I recommend trying out GraphLab Create, we have there matrix factorization with side features in case you have additional information about the user (like age, zip code etc.), additional information about the item (like weight, color, price etc.), and additional information about the rating (like time of rating etc.). I suggest trying both matrix factorization with side features and factorization machines, those are two superior algorithms to RBM and WALS since they take the additional information into account.
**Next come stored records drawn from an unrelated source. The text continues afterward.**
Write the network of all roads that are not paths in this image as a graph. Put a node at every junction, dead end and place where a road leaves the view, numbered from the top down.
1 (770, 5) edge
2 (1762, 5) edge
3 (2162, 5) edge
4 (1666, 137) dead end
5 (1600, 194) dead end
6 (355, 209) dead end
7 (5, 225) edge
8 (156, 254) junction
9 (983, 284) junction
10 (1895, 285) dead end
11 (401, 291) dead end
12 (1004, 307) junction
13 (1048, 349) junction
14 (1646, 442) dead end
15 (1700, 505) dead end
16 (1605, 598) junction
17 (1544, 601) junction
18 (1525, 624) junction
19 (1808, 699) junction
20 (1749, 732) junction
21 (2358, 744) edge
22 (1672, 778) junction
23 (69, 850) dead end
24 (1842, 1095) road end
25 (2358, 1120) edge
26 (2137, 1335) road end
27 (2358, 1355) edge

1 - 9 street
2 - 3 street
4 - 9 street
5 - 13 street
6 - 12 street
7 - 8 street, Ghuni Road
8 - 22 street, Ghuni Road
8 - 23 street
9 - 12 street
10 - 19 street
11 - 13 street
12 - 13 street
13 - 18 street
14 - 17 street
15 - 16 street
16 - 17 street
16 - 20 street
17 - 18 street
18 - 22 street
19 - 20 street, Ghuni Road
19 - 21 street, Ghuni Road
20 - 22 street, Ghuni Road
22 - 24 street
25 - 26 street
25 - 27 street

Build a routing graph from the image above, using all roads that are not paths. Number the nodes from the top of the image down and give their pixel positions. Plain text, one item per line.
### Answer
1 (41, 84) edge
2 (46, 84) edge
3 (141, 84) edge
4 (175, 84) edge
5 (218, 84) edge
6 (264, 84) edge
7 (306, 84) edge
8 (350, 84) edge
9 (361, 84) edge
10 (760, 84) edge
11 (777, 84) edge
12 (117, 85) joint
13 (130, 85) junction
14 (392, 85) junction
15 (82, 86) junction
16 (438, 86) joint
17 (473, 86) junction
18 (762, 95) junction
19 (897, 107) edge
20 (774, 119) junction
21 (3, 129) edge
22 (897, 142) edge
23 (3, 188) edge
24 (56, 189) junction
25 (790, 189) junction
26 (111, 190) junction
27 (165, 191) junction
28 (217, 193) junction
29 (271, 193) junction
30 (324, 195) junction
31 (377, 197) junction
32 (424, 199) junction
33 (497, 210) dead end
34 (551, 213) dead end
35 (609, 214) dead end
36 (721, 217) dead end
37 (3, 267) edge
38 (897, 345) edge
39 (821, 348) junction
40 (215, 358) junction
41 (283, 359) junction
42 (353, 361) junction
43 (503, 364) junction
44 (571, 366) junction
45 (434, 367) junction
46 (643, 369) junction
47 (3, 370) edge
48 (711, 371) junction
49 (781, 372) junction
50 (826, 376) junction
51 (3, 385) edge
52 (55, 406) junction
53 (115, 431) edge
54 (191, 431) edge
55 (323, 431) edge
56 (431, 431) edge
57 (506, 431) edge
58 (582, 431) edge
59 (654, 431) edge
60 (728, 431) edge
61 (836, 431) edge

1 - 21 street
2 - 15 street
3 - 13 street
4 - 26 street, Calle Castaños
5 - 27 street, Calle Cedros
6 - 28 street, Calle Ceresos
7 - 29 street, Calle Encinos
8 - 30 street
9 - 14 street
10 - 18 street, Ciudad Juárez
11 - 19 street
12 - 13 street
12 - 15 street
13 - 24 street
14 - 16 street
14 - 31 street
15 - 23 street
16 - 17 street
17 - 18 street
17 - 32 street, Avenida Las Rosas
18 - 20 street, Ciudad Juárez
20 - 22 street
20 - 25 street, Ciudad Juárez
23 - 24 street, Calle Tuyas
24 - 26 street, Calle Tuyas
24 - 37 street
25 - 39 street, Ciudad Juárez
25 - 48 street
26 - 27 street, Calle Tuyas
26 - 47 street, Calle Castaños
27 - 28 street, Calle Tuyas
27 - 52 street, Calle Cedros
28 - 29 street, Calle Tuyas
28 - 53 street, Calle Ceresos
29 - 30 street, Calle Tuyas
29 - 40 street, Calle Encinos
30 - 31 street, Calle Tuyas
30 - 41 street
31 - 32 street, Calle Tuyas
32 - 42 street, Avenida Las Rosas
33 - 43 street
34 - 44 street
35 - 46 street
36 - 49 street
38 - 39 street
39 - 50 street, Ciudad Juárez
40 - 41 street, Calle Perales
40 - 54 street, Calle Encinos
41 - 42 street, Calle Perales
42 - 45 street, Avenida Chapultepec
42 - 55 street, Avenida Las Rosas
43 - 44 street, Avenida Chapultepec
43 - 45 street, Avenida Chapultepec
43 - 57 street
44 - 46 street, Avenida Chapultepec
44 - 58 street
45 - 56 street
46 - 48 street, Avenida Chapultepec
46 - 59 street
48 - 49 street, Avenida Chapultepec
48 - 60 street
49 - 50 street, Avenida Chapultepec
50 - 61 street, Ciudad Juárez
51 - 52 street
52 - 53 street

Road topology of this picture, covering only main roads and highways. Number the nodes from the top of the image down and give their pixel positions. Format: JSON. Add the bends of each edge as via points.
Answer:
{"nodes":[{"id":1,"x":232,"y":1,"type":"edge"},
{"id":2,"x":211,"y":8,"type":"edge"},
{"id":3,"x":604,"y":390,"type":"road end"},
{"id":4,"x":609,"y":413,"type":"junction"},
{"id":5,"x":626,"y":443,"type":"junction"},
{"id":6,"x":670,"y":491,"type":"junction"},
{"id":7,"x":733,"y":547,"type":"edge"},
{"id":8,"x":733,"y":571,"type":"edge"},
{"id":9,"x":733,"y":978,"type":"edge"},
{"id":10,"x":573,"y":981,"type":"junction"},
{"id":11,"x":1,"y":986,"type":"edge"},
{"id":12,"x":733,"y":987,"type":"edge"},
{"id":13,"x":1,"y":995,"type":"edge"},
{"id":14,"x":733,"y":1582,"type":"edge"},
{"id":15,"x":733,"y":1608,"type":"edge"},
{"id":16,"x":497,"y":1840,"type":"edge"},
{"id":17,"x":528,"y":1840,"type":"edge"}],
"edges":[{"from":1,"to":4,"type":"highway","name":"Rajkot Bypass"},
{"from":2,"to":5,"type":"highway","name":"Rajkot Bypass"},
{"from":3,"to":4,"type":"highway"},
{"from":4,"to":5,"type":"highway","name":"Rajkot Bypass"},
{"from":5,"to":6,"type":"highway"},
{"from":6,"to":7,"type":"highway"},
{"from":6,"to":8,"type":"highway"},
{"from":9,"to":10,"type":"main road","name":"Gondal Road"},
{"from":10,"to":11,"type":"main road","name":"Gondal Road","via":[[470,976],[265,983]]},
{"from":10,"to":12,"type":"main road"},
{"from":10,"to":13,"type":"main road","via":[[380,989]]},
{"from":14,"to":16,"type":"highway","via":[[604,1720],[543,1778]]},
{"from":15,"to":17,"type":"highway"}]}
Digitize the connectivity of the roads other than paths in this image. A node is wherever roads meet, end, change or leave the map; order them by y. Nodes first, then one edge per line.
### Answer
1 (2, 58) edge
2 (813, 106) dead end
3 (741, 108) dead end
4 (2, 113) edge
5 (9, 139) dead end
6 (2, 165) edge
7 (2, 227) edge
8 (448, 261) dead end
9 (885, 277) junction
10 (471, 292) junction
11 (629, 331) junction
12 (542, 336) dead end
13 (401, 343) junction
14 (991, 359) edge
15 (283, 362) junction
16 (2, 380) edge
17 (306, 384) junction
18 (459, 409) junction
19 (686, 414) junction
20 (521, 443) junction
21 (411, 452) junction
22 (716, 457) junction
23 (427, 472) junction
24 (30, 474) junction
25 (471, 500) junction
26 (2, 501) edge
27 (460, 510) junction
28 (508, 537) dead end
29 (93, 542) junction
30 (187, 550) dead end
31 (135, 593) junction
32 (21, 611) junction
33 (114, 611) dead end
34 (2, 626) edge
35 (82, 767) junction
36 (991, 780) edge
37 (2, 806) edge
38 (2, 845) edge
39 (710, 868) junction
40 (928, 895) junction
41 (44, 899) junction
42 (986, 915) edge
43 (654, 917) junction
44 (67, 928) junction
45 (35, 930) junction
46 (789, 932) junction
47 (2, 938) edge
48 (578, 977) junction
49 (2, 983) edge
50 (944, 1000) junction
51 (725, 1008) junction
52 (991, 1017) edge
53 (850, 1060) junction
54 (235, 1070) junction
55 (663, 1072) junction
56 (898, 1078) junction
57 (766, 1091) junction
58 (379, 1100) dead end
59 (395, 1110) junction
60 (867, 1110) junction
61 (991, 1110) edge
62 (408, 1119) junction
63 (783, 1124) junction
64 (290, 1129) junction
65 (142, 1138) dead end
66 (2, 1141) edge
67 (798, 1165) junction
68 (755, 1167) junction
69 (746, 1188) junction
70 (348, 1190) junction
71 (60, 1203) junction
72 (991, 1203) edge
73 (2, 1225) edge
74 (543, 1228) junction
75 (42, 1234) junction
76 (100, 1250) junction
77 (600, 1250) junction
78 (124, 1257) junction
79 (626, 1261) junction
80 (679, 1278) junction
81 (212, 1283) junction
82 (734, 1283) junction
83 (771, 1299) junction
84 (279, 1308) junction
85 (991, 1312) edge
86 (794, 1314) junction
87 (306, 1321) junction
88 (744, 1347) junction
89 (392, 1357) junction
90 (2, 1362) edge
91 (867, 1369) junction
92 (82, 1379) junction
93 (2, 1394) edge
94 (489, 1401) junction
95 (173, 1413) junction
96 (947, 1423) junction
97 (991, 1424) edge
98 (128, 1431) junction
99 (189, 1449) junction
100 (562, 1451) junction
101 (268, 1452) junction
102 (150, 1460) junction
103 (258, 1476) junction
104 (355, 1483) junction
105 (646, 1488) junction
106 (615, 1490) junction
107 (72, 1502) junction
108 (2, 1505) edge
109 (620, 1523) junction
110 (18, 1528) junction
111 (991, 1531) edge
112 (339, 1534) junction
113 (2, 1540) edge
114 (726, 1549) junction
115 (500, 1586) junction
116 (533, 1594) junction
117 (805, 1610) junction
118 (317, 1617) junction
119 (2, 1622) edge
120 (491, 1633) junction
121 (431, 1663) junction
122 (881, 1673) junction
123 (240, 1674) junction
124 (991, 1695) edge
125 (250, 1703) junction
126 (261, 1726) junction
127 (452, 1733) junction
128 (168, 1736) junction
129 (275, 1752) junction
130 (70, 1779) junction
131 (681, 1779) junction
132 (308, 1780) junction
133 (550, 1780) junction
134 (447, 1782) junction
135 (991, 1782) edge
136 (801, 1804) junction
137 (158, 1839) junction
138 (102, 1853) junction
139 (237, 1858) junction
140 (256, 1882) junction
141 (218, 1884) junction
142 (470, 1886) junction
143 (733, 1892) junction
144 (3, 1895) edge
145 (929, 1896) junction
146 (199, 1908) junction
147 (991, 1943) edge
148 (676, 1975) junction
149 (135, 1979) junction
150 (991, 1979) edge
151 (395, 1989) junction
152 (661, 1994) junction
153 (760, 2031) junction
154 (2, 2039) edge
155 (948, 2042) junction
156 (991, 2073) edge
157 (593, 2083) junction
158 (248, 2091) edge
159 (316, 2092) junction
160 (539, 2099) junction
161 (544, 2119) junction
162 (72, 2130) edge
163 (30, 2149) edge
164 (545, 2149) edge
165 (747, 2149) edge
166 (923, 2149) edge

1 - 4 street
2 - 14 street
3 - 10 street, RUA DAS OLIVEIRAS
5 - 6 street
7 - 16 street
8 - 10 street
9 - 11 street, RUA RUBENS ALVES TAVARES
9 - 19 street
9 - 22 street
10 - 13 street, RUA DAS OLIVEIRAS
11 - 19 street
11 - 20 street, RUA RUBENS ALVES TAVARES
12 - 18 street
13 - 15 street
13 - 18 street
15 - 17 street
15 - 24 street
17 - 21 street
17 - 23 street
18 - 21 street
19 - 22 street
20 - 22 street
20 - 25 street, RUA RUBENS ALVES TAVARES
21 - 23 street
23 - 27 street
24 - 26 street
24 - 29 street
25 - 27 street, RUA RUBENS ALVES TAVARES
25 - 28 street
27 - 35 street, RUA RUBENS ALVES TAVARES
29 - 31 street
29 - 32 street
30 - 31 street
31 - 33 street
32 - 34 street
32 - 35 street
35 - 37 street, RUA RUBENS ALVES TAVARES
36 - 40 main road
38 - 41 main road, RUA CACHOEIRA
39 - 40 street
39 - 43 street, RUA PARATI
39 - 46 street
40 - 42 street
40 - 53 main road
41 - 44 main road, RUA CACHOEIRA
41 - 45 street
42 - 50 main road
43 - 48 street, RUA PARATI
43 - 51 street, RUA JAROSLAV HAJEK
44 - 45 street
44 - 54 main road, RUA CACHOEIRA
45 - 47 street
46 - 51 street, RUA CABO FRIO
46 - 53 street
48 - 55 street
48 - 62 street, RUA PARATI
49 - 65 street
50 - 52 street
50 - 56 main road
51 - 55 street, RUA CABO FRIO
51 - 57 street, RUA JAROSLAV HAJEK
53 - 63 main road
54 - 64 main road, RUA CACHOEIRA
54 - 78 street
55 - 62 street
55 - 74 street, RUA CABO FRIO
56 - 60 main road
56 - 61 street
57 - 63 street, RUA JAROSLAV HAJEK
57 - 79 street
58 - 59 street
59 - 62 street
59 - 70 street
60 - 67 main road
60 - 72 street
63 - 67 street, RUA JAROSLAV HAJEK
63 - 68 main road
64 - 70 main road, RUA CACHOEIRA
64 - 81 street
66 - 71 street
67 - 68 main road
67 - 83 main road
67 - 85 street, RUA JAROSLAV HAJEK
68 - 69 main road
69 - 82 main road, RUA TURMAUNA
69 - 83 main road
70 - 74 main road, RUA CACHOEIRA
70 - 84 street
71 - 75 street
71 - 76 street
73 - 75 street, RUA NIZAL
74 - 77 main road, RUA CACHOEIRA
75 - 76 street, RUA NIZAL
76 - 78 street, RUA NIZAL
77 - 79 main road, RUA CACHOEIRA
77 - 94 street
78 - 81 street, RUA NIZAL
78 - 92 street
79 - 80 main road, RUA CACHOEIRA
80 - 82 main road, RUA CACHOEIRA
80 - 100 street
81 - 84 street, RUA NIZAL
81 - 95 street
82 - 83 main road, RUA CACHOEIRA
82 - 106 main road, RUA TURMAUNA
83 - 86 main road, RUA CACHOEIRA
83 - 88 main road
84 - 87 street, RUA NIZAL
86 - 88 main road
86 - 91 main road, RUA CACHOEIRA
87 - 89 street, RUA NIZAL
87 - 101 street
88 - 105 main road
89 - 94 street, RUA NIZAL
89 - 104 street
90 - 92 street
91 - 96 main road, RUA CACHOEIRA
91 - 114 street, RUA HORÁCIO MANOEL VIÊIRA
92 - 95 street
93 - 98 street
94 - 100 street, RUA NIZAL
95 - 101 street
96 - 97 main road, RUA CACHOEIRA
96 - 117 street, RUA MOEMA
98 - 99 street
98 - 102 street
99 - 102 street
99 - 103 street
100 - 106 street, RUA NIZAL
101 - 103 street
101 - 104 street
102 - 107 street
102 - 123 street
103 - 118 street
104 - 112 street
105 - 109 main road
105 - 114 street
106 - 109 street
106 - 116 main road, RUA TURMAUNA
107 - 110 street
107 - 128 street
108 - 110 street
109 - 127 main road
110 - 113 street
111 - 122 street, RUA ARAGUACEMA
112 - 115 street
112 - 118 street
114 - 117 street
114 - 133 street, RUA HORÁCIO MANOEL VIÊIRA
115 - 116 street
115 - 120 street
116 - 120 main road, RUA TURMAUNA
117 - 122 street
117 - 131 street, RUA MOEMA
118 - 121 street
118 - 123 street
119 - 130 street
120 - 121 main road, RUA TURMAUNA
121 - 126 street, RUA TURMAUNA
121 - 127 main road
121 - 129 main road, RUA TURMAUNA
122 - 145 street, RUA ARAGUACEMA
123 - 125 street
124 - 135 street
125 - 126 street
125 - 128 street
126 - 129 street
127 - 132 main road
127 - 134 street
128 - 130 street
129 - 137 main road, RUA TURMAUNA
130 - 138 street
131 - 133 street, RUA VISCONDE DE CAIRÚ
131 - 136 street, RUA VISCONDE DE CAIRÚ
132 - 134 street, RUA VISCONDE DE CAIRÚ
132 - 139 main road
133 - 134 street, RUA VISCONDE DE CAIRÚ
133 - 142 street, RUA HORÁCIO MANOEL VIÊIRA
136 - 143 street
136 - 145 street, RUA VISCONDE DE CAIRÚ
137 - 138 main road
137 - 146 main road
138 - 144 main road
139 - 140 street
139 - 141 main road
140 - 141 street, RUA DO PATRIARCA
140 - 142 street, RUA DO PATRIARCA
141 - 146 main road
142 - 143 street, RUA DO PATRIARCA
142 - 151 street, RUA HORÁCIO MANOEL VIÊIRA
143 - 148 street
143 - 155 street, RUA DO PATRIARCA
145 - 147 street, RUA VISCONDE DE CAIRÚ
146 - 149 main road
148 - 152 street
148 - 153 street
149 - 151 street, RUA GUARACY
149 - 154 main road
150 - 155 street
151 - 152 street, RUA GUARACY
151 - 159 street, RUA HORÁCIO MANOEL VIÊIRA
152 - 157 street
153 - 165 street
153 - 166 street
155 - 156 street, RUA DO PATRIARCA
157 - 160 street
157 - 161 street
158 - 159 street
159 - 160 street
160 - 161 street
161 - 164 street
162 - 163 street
User 547 | 8/5/2014, 9:56:27 PM

OK, thanks for your comments.
the wALS ran successfully on: ./toolkits/collaborative*filtering/wals --training=time*smallnetflix --validation=time*smallnetflixe --lambda=0.065 --minval=1 --maxval=5 --max*iter=6 --quiet=1

but, i still have the same problem running it on my matrix, checking the "training=time_smallnetflix" i noticed that the weight is between 1 and 27, and i'm wondering how you've assigned those values i.e. did you normalize the rating or some other calculation to obtain the weights? as in my case, i actually don't have weight column and i added a column of "1" to all matrix rows to do the wALS on it. so, do you think it may be the cause of getting "0" values in my "U" and "V" matrices?

Thanks, Tara

User 6 | 8/6/2014, 6:03:06 AM

If you do not have the weight values, running WALS will not improve the output.